The author’s purpose is fairly clearly announced in lines 17-19, and expanded in lines 44-45—overall, he wonders, what are the issues involved in imposing that pollution tax? A flat-out conclusion that the tax is, or is not, desirable would act as a strong main idea, but the author falls short of providing one; he sees the upsides and downsides of the idea, but makes no final recommendation.

Paragraph Structure:

Paragraph 1 announces the issue quite blatantly, and the rhetorical question (lines 3-7) sets the tone for the rest of the inquiry: Why impose a CO2 tax rather than any number of other ways to control pollution?

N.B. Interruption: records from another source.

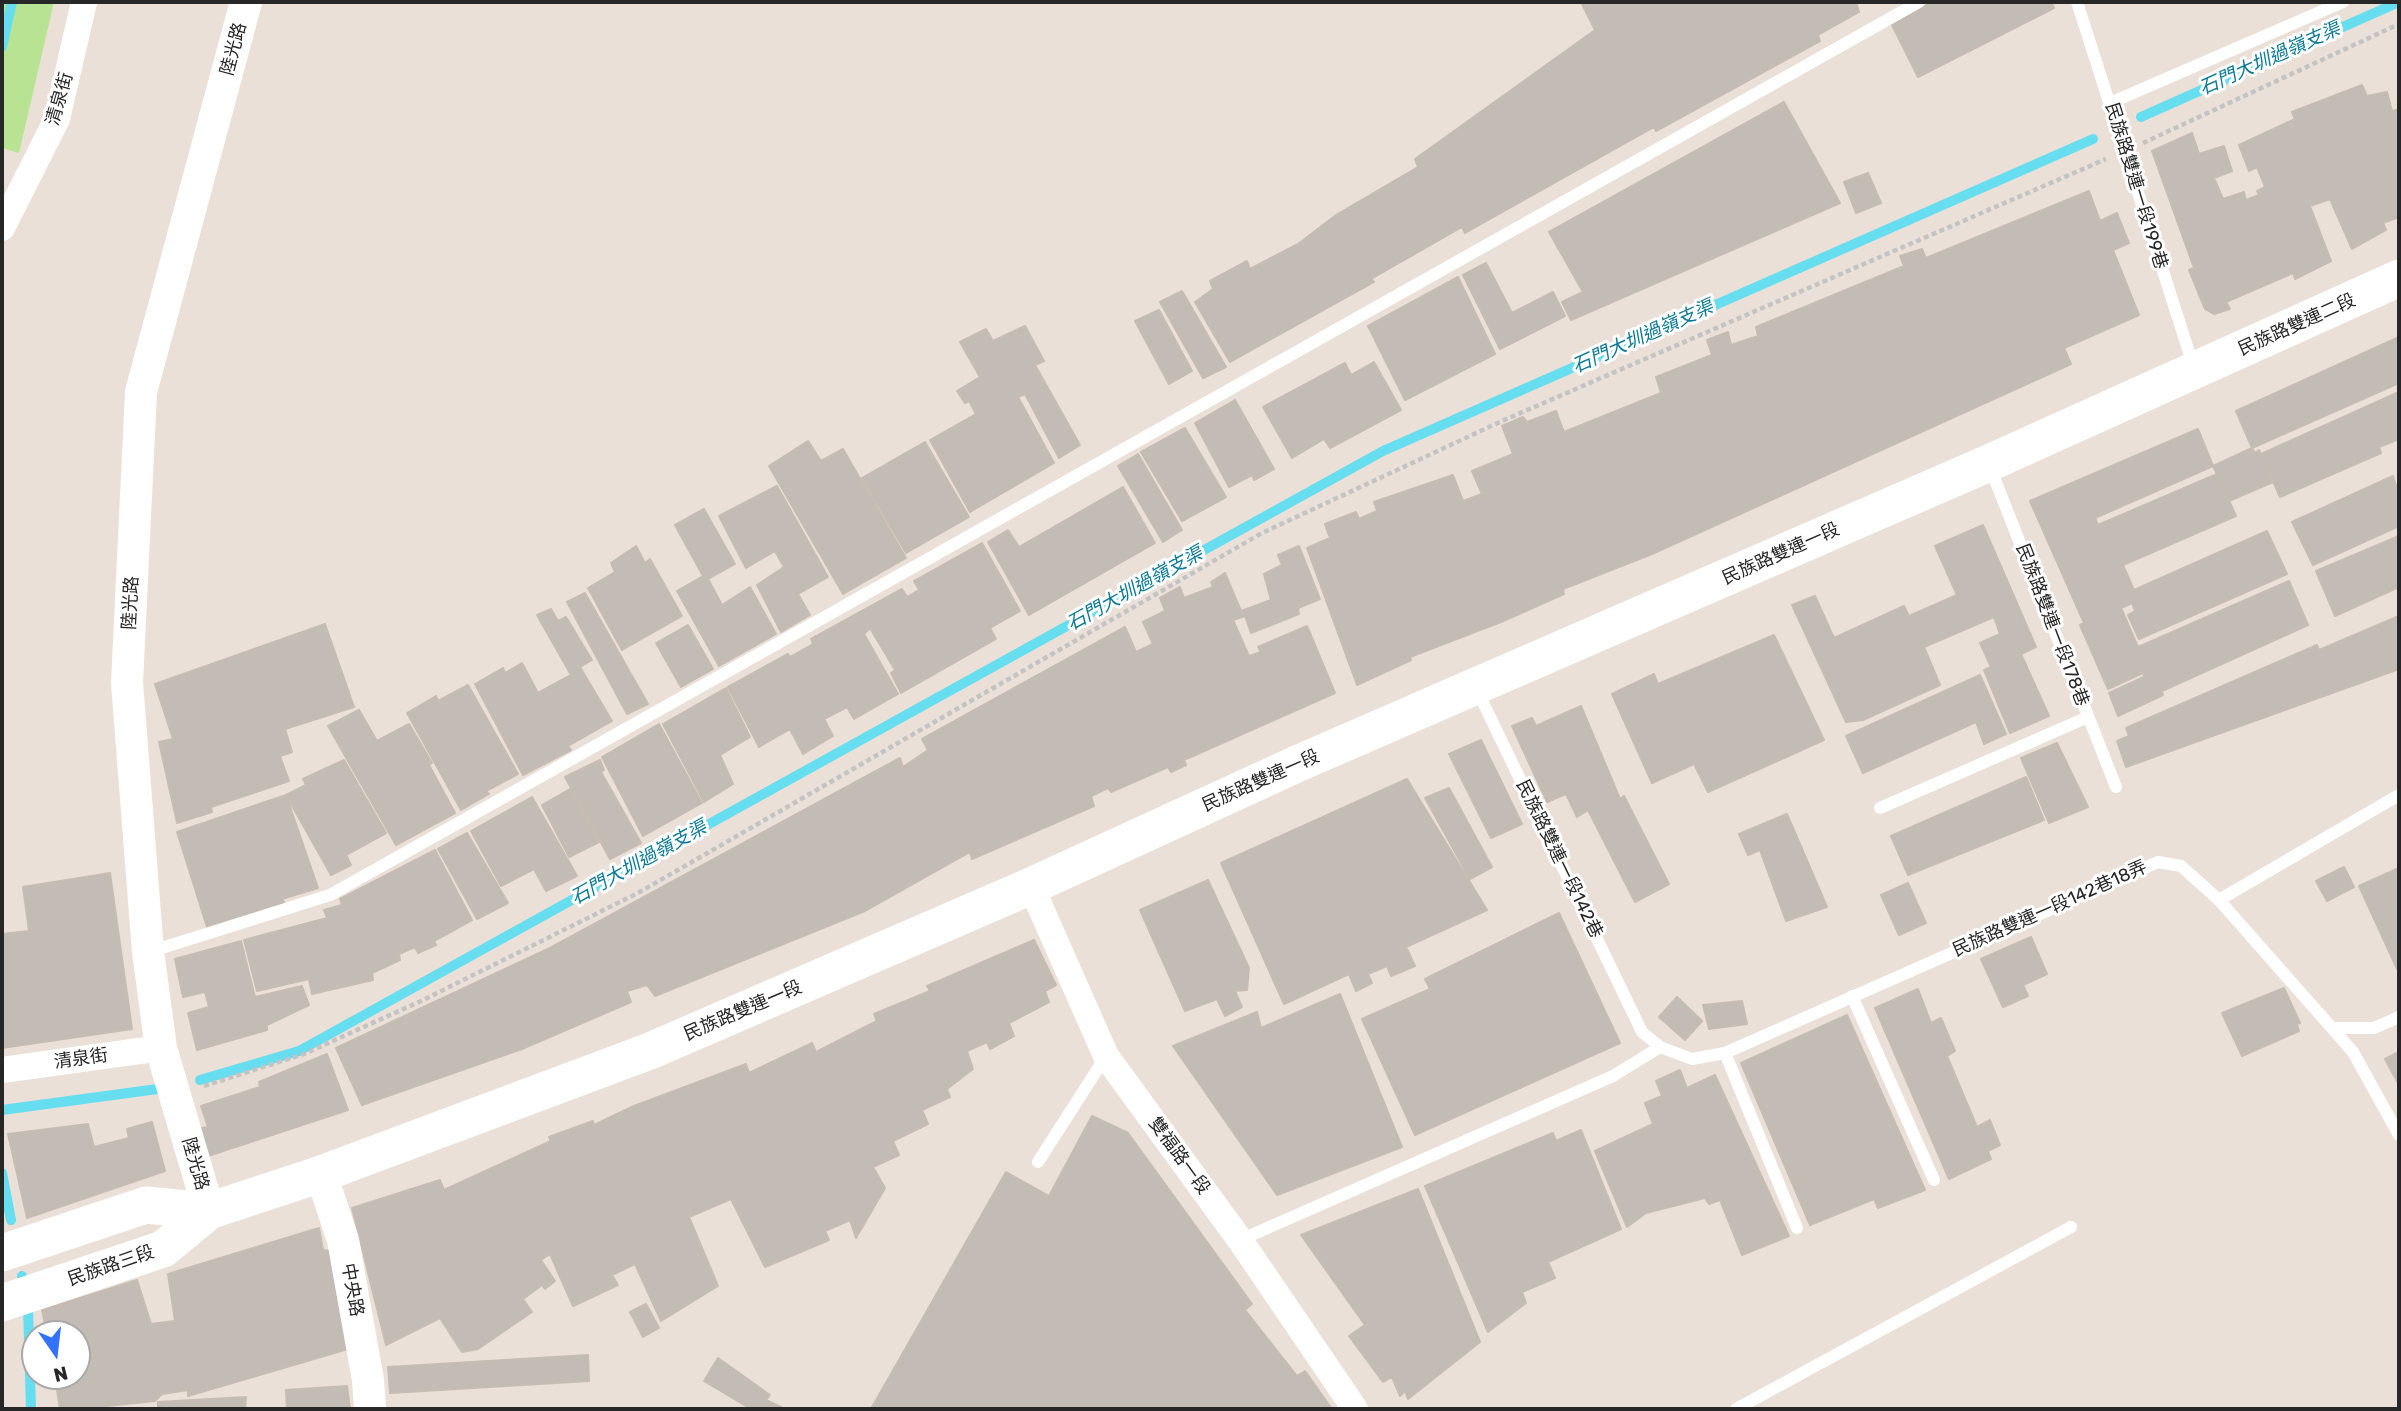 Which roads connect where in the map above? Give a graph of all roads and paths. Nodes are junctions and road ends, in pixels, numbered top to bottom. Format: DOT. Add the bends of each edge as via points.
graph roads {
  1 [pos="83,2"];
  2 [pos="246,2"];
  3 [pos="1919,2"];
  4 [pos="2077,2"];
  5 [pos="2343,2"];
  6 [pos="2399,24"];
  7 [pos="2110,103"];
  8 [pos="2123,152"];
  9 [pos="9,200"];
  10 [pos="2,228"];
  11 [pos="2399,278"];
  12 [pos="2195,371"];
  13 [pos="1989,463"];
  14 [pos="1475,687"];
  15 [pos="2088,717"];
  16 [pos="2116,787"];
  17 [pos="2399,795"];
  18 [pos="1880,808"];
  19 [pos="1031,886"];
  20 [pos="2219,900"];
  21 [pos="148,952"];
  22 [pos="1852,996"];
  23 [pos="2399,1017"];
  24 [pos="2332,1028"];
  25 [pos="1642,1032"];
  26 [pos="161,1048"];
  27 [pos="1660,1048"];
  28 [pos="1725,1053"];
  29 [pos="1106,1056"];
  30 [pos="2,1070"];
  31 [pos="175,1095"];
  32 [pos="2399,1135"];
  33 [pos="1038,1161"];
  34 [pos="321,1174"];
  35 [pos="1934,1180"];
  36 [pos="209,1210"];
  37 [pos="2071,1227"];
  38 [pos="1797,1228"];
  39 [pos="1240,1240"];
  40 [pos="2,1254"];
  41 [pos="5,1303"];
  42 [pos="370,1409"];
  43 [pos="1355,1409"];
  44 [pos="1736,1409"];
  1 -- 9 [label="street, 清泉街" via="57,119"];
  2 -- 21 [label="street, 陸光路" via="141,392 127,683"];
  3 -- 21 [label="lane" via="330,895"];
  4 -- 7 [label="lane, 民族路雙連一段199巷"];
  5 -- 7 [label="lane"];
  6 -- 8 [label="path"];
  7 -- 8 [label="lane, 民族路雙連一段199巷"];
  8 -- 12 [label="lane, 民族路雙連一段199巷"];
  8 -- 31 [label="path" via="1502,421 1262,533 638,894 304,1054"];
  9 -- 10 [label="street, 清泉街"];
  11 -- 12 [label="main road, 民族路雙連二段"];
  12 -- 13 [label="main road, 民族路雙連一段"];
  13 -- 14 [label="main road, 民族路雙連一段"];
  13 -- 15 [label="lane, 民族路雙連一段178巷"];
  14 -- 19 [label="main road, 民族路雙連一段"];
  14 -- 25 [label="lane, 民族路雙連一段142巷"];
  15 -- 16 [label="lane, 民族路雙連一段178巷"];
  15 -- 18 [label="lane"];
  17 -- 20 [label="lane"];
  19 -- 29 [label="street, 雙福路一段"];
  19 -- 34 [label="main road, 民族路雙連一段" via="650,1051"];
  20 -- 22 [label="lane, 民族路雙連一段142巷18弄" via="2181,866 2158,862"];
  20 -- 24 [label="lane, 民族路雙連一段142巷18弄"];
  21 -- 26 [label="street, 陸光路"];
  22 -- 28 [label="lane, 民族路雙連一段142巷18弄"];
  22 -- 35 [label="lane"];
  23 -- 24 [label="lane" via="2374,1028"];
  24 -- 32 [label="lane, 民族路雙連一段142巷18弄" via="2353,1052"];
  25 -- 27 [label="lane, 民族路雙連一段142巷18弄"];
  26 -- 30 [label="street, 清泉街"];
  26 -- 31 [label="street, 陸光路"];
  27 -- 28 [label="lane, 民族路雙連一段142巷18弄" via="1692,1059"];
  27 -- 39 [label="lane" via="1613,1076"];
  28 -- 38 [label="lane"];
  29 -- 33 [label="lane"];
  29 -- 39 [label="street, 雙福路一段"];
  31 -- 36 [label="street, 陸光路"];
  34 -- 36 [label="main road, 民族路三段"];
  34 -- 42 [label="street, 中央路" via="343,1240"];
  36 -- 40 [label="main road, 民族路三段" via="146,1205"];
  36 -- 41 [label="main road, 民族路三段" via="163,1249"];
  37 -- 44 [label="lane"];
  39 -- 43 [label="street, 雙福路一段"];
}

The rest of Paragraph 1 describes the advantages of the tax.

Paragraph 2 explores the uncertainty (announced in lines 17-19) over how high a tax would need to be, to be effective; and then the new issue it introduces, that of cooperation between nations, turns out to drive Paragraph 3. That Paragraph lists the difficulties in convincing all nations to impose the tax, a topic that segues neatly into Paragraph 4's consideration of the pros and cons of unilateral imposition of the CO2 tax.

Explanation

4. The passage is primarily intended to answer which one of the following questions?

As noted above, this one sums up the topic and scope and the author's overall movement through the passage.

(A) Covers Paragraph 2 only.

(C) Covers Lines 27-34 only.

(D) Answered by lines 1-3. Then what? This one misses the entire thrust of the passage.

(E) Never discussed. Too specific and technical for this kind of general-audience piece, anyway.